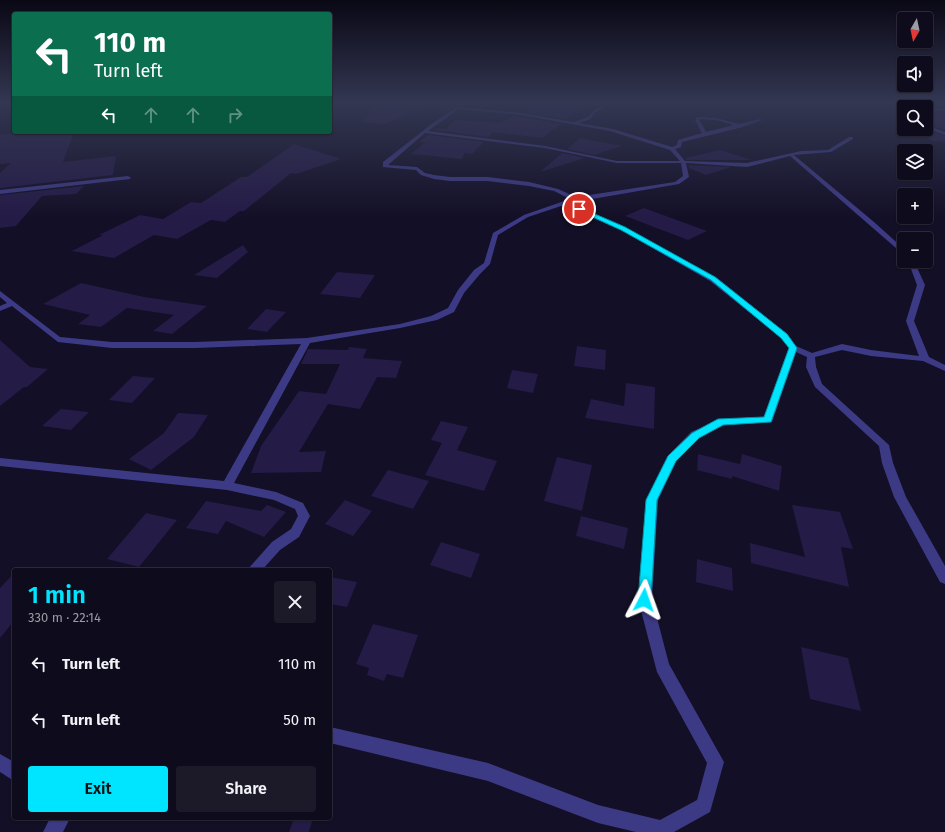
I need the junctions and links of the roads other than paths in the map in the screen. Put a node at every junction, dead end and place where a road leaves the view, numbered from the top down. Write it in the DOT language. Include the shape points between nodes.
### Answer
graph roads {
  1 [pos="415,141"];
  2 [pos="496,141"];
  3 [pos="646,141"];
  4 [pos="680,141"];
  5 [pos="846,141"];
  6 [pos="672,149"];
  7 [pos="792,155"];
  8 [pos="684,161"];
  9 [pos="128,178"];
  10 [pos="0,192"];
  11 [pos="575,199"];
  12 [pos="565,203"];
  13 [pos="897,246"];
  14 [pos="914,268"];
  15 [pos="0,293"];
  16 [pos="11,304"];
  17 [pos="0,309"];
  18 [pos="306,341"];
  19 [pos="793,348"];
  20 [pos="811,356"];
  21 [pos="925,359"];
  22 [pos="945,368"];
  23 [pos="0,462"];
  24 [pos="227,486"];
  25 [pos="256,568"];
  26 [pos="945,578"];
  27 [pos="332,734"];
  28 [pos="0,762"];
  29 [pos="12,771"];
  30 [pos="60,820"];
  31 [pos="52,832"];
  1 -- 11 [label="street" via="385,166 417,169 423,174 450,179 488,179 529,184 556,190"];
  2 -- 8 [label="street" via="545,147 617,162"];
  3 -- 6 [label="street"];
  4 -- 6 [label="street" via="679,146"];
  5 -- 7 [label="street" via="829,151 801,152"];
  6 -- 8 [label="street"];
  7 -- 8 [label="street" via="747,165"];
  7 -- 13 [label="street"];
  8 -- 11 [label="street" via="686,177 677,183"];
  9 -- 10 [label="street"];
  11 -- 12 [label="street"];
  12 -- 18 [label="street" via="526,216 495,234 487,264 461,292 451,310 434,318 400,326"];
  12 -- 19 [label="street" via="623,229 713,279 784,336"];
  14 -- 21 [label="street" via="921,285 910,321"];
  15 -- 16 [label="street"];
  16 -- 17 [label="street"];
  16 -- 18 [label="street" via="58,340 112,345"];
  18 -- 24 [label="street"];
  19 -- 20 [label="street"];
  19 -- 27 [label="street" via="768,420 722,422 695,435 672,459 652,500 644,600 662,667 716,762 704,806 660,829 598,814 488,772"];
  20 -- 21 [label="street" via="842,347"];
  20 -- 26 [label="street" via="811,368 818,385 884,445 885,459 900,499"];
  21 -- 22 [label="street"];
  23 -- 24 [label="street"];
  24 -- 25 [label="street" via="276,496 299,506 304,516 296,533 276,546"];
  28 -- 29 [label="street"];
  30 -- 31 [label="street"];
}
● ● ● ● ● ● ●
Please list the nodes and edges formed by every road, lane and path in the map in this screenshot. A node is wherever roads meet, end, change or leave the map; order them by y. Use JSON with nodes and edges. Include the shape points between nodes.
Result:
● ● ● ● ● ● ●
If a line in the records has the word "shape", copy that line.

Response to the task:
I need the junctions and links of the roads other than paths in the map in the screen. Put a node at every junction, dead end and place where a road leaves the view, numbered from the top down. Write it in the DOT language. Include the shape points between nodes.
Please list the nodes and edges formed by every road, lane and path in the map in this screenshot. A node is wherever roads meet, end, change or leave the map; order them by y. Use JSON with nodes and edges. Include the shape points between nodes.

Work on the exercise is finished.